Task directions -
Starting at the top line and ending at the bottom one, repeat the entries exactly and drop every picture.

[Stored data]
= Beginning of Section =

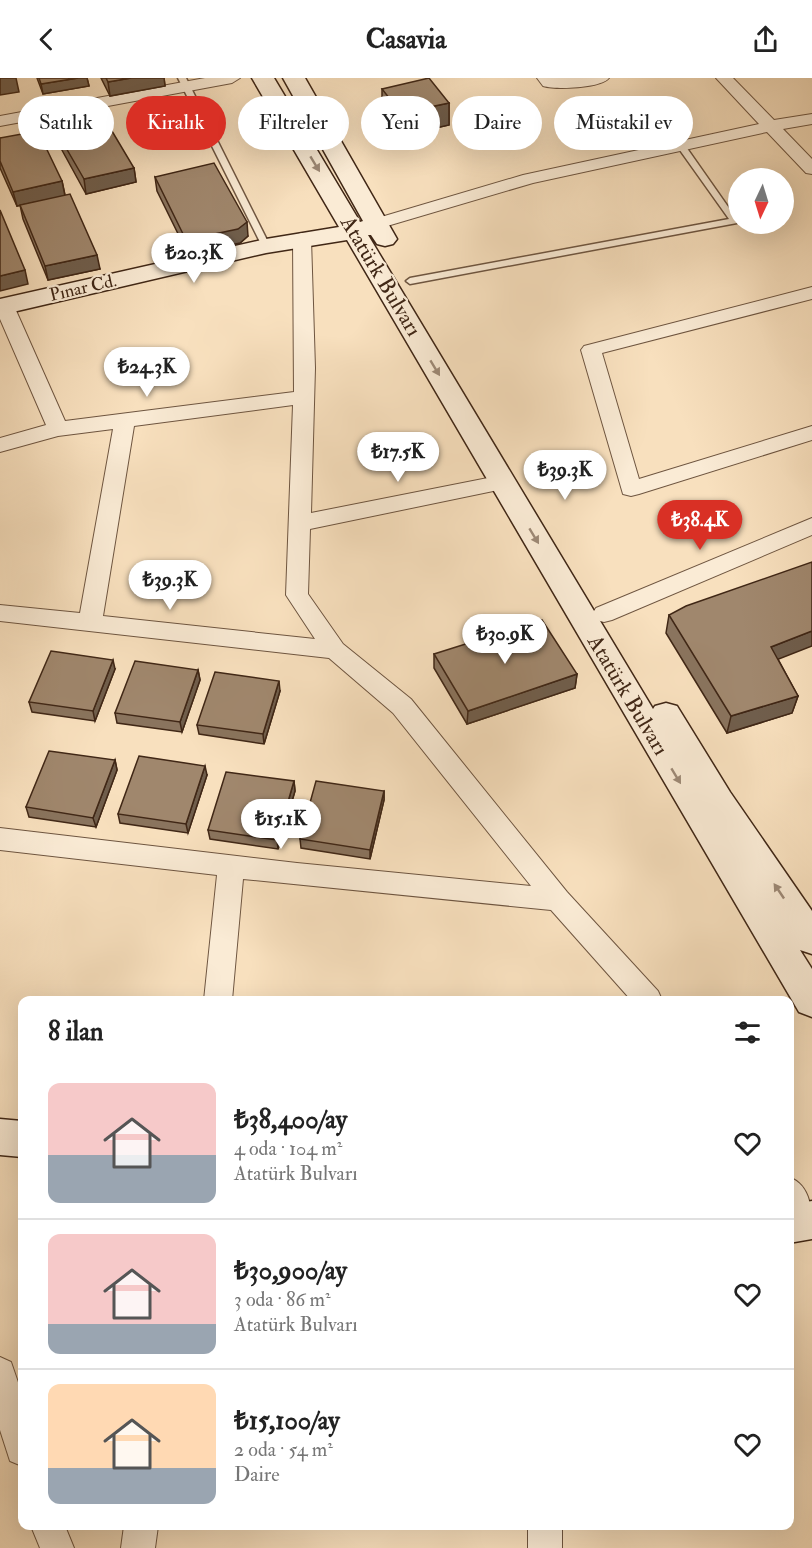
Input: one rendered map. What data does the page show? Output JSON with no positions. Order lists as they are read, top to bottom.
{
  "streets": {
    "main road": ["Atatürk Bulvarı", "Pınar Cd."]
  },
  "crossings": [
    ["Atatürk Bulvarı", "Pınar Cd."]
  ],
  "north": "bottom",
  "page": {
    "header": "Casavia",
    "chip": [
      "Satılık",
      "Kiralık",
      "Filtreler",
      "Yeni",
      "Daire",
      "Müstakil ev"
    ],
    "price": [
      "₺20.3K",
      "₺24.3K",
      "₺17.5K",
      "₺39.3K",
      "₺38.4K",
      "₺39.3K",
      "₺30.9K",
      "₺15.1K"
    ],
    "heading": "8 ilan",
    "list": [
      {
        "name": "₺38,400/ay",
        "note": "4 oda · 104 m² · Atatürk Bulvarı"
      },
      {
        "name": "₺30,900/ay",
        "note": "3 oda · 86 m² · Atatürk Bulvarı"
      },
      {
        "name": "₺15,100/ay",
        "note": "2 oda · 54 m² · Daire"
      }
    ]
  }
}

= End of Section =

Completed exercise -
Input: one rendered map. What data does the page show? Output JSON with no positions. Order lists as they are read, top to bottom.
{
  "streets": {
    "main road": ["Atatürk Bulvarı", "Pınar Cd."]
  },
  "crossings": [
    ["Atatürk Bulvarı", "Pınar Cd."]
  ],
  "north": "bottom",
  "page": {
    "header": "Casavia",
    "chip": [
      "Satılık",
      "Kiralık",
      "Filtreler",
      "Yeni",
      "Daire",
      "Müstakil ev"
    ],
    "price": [
      "₺20.3K",
      "₺24.3K",
      "₺17.5K",
      "₺39.3K",
      "₺38.4K",
      "₺39.3K",
      "₺30.9K",
      "₺15.1K"
    ],
    "heading": "8 ilan",
    "list": [
      {
        "name": "₺38,400/ay",
        "note": "4 oda · 104 m² · Atatürk Bulvarı"
      },
      {
        "name": "₺30,900/ay",
        "note": "3 oda · 86 m² · Atatürk Bulvarı"
      },
      {
        "name": "₺15,100/ay",
        "note": "2 oda · 54 m² · Daire"
      }
    ]
  }
}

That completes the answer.